> **Source records**:

|---|

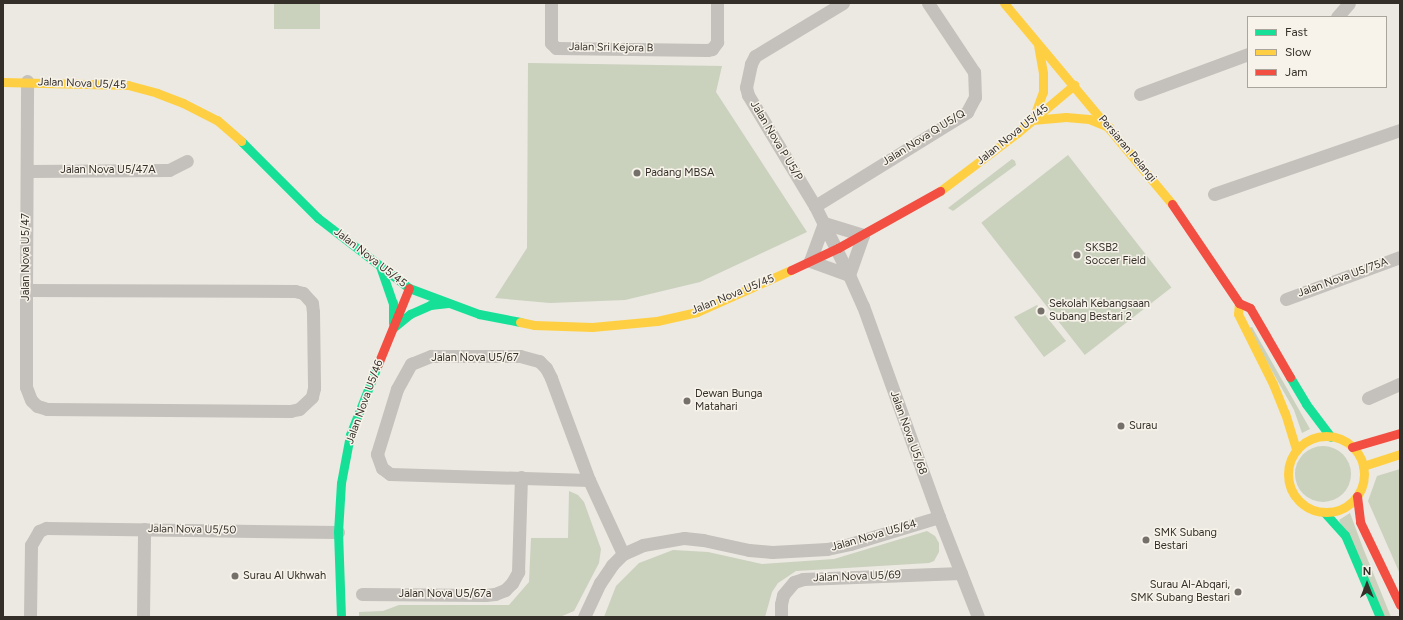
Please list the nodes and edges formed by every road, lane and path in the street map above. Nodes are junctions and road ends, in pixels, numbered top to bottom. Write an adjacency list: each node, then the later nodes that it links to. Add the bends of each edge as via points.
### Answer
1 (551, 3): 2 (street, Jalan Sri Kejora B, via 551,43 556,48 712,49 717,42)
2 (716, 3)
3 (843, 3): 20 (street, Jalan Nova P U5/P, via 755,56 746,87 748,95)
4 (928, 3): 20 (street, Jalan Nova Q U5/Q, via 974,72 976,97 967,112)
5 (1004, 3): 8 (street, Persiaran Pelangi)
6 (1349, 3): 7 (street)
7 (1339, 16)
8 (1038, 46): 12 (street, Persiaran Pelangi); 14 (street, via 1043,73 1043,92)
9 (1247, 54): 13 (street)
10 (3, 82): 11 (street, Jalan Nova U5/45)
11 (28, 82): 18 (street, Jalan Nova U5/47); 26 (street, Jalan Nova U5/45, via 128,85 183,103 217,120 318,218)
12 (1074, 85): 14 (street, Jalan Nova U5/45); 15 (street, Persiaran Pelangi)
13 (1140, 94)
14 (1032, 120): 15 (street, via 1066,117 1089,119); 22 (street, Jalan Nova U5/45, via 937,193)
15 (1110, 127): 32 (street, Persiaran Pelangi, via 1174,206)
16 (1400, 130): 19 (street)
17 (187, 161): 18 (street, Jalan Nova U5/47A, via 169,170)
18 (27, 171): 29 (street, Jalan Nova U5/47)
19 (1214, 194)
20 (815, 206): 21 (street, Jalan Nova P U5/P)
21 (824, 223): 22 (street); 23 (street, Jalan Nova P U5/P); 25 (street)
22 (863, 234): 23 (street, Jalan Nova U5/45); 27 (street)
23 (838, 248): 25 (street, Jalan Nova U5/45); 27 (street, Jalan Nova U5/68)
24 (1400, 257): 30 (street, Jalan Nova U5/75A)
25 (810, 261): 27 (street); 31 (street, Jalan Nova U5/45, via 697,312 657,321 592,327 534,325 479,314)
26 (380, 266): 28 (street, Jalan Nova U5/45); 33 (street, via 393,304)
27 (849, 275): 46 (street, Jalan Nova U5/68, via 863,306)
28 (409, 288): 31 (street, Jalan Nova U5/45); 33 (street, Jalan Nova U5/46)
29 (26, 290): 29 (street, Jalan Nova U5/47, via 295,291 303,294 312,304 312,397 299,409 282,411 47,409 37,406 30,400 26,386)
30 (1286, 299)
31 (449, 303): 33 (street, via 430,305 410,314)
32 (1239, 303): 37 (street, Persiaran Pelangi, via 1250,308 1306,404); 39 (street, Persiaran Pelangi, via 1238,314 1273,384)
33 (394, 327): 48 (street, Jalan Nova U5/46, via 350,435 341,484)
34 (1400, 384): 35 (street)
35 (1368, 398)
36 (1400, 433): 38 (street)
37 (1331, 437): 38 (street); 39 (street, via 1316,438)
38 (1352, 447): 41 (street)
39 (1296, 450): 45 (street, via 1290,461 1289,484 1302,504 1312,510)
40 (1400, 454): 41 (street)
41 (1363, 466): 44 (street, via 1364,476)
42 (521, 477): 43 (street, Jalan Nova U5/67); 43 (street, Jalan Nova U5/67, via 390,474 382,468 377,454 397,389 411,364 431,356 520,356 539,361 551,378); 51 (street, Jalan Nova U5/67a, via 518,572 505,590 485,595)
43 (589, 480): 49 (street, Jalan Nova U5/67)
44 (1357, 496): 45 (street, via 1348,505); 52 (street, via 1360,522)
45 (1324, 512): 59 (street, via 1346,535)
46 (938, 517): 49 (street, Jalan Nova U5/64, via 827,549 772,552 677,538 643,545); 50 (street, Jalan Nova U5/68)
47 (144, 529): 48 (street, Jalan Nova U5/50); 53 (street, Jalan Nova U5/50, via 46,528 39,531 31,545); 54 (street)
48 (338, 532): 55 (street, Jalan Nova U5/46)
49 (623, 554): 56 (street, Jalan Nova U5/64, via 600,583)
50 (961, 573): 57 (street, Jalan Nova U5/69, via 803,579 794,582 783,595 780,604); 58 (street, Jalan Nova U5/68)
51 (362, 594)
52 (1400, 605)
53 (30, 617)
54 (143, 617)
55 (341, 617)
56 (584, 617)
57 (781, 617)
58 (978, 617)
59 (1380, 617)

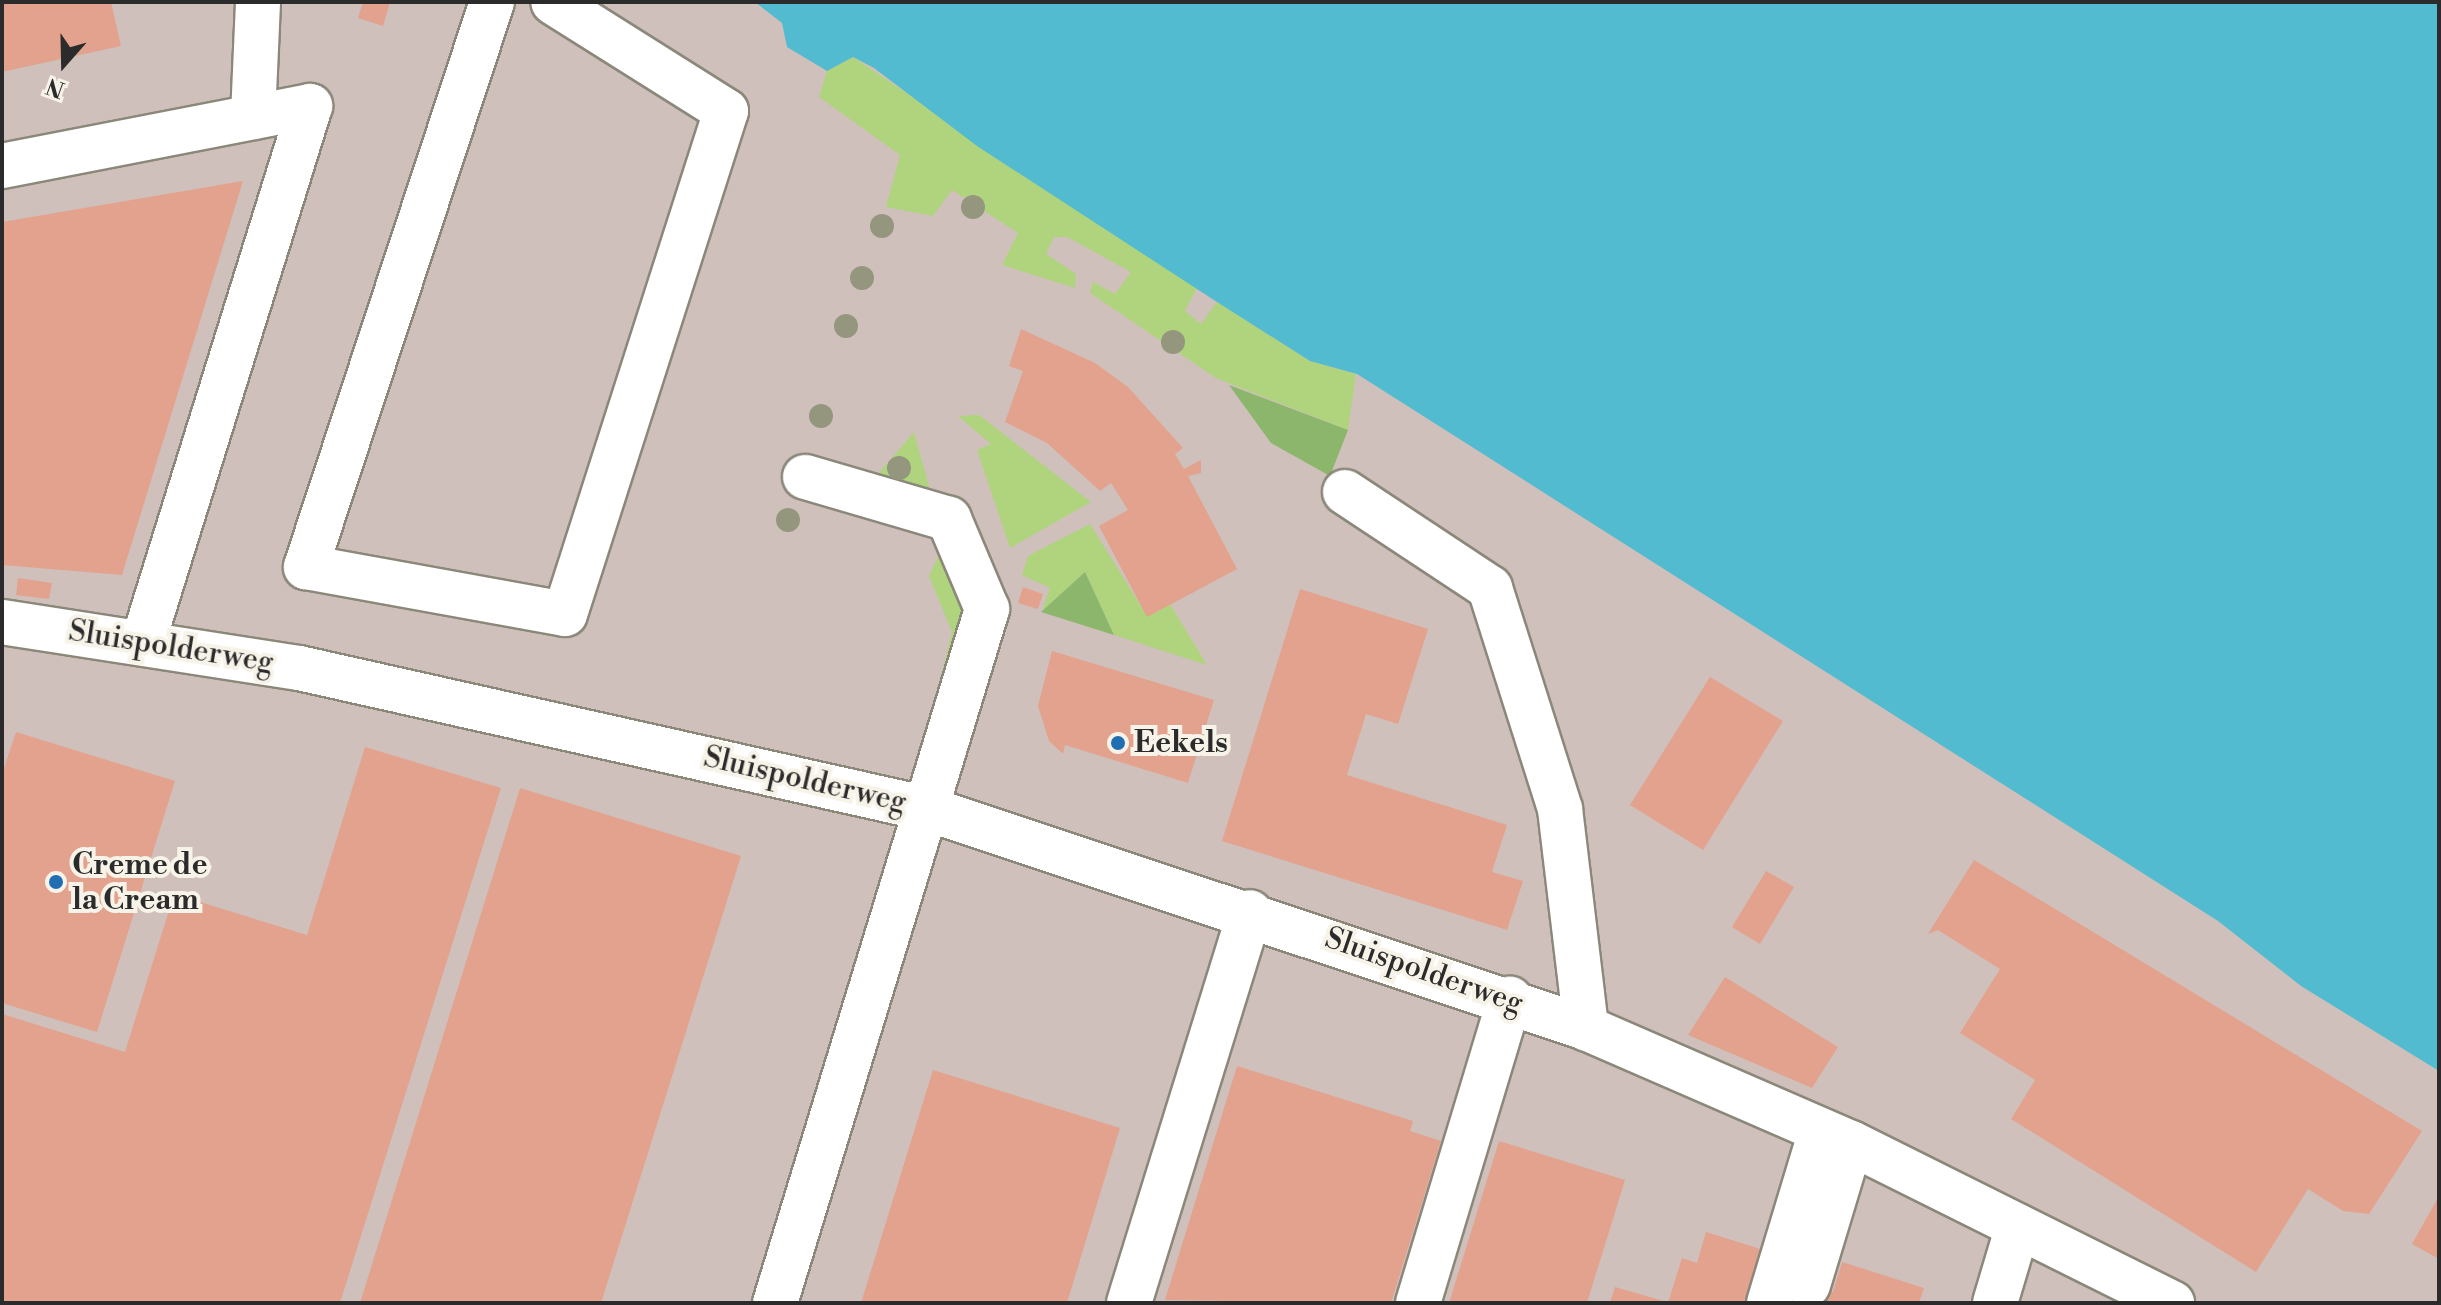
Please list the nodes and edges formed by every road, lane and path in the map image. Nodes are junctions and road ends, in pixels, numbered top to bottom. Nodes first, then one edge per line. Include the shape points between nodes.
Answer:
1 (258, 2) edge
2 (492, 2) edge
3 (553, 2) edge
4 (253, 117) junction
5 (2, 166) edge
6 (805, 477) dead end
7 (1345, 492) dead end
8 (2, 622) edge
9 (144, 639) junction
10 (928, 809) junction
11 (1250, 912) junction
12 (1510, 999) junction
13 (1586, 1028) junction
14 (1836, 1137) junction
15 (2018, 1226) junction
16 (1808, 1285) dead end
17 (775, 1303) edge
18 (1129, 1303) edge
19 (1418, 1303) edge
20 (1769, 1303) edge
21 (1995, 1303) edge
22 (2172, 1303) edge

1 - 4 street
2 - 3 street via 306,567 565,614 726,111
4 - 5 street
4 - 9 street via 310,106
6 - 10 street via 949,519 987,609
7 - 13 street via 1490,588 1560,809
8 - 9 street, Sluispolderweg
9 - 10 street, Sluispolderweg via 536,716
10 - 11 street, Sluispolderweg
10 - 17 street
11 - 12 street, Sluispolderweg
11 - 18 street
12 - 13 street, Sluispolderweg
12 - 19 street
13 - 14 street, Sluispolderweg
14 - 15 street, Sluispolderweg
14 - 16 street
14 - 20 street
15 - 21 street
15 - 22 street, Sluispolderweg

|---|

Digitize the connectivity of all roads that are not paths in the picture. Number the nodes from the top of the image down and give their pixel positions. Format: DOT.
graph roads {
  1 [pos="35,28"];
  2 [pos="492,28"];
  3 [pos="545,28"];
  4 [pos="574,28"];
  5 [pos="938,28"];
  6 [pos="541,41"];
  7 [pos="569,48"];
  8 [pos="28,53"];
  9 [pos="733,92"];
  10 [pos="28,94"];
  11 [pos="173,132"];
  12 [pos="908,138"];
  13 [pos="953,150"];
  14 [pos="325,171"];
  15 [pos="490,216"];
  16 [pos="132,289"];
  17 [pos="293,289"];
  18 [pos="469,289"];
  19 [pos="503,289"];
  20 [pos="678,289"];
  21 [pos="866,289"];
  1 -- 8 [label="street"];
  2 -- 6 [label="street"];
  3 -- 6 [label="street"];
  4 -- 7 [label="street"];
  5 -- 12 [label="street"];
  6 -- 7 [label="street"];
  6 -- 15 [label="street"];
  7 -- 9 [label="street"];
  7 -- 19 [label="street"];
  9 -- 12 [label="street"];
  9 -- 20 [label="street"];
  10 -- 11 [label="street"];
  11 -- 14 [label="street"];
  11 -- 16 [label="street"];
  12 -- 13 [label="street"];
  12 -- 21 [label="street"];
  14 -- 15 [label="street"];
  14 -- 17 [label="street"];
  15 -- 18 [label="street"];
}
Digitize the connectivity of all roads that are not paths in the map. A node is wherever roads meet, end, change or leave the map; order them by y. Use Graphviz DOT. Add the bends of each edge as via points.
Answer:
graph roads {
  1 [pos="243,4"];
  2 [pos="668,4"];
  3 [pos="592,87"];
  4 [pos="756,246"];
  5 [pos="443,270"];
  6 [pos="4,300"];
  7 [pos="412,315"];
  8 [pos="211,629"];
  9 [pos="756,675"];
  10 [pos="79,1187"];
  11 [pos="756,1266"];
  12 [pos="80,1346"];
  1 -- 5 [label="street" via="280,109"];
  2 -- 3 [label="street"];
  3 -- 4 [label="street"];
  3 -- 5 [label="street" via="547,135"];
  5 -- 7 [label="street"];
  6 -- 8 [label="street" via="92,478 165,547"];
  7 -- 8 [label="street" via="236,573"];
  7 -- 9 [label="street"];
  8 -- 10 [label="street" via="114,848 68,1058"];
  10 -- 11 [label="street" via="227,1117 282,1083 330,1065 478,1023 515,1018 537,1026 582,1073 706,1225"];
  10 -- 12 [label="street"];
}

|---|

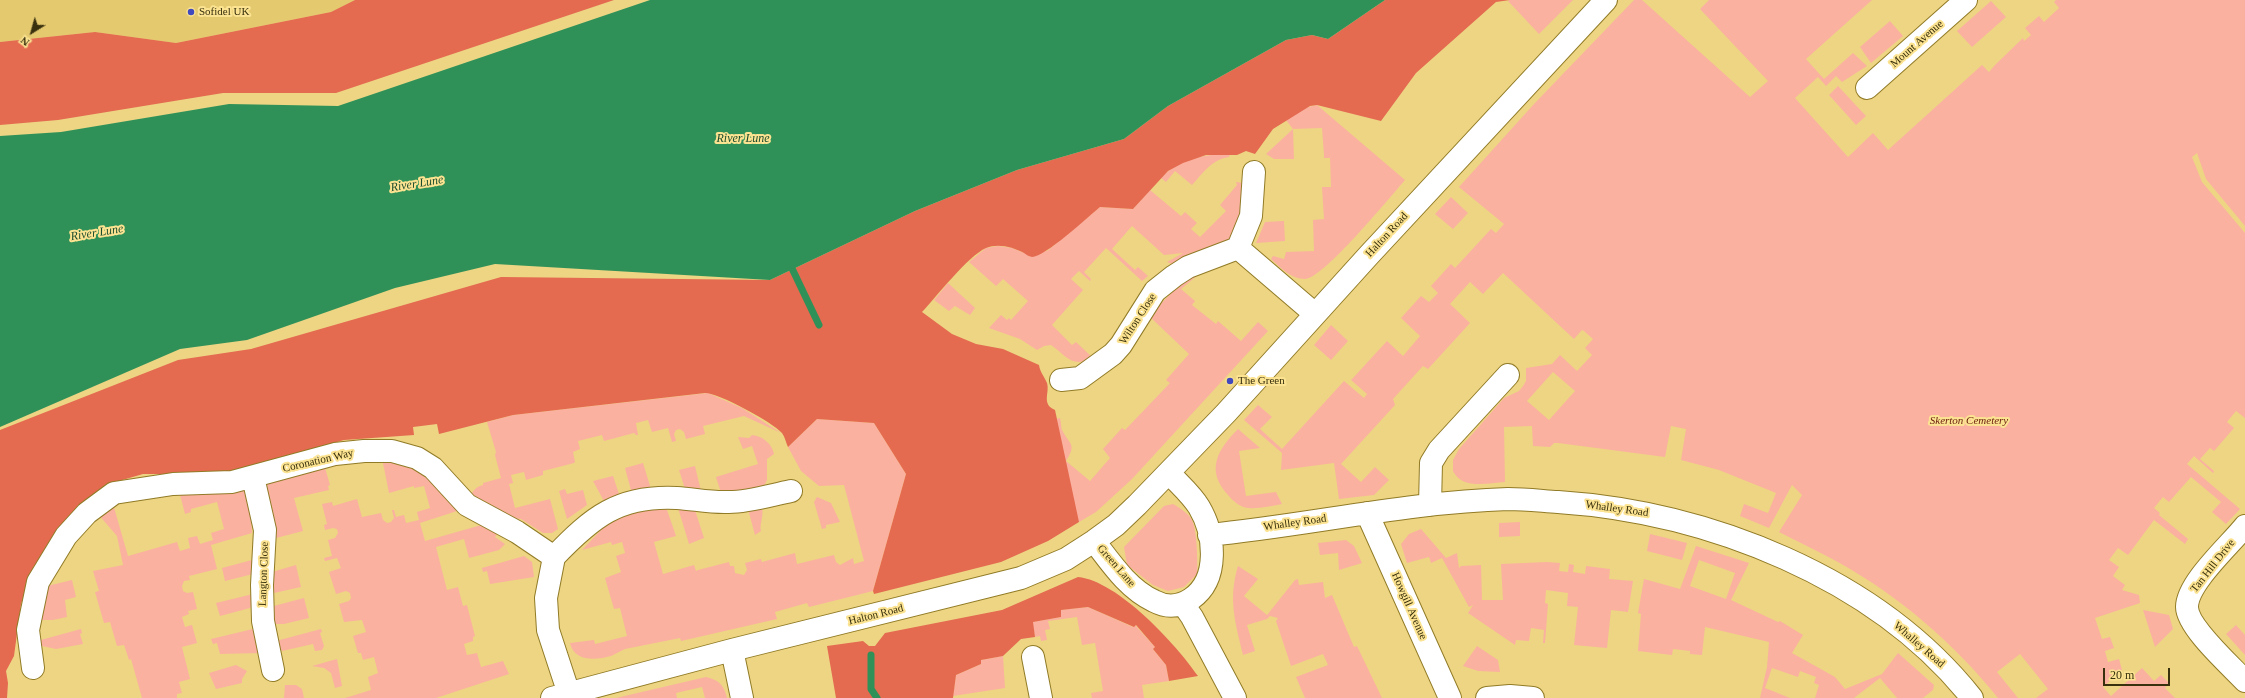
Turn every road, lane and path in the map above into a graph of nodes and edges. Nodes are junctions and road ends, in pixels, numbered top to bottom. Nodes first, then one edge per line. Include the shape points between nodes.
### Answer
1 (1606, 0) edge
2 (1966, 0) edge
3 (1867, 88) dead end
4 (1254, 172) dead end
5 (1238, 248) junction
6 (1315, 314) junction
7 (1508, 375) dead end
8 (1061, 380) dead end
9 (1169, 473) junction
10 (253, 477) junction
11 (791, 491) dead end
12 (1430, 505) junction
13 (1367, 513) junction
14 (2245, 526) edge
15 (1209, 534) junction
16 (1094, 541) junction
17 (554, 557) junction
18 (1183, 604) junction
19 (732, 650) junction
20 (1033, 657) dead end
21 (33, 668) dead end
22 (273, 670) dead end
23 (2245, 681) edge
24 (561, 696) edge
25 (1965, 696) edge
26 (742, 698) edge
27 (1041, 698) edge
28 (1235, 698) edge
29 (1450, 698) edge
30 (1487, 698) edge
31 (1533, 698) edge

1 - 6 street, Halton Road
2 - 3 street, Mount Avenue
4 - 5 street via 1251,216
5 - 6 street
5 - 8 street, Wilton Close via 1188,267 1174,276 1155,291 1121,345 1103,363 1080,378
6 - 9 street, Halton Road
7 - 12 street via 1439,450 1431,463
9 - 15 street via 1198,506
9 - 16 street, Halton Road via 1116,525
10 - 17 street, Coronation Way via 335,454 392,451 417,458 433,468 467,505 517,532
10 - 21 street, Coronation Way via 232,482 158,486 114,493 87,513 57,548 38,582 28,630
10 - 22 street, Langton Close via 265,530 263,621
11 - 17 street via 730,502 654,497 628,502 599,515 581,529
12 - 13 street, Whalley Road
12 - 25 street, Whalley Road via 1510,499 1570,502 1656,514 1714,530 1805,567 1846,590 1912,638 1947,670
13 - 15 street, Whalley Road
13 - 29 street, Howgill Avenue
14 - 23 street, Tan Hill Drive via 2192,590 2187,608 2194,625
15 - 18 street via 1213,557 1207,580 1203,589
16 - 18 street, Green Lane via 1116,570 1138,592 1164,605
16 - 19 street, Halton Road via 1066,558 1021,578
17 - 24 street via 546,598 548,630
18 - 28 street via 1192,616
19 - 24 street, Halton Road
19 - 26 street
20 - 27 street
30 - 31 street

|---|

> **Problem requirements**:
After reading through the records, count the lines that hold the string "junctions" and give only the count.

> **Response to the task**:
3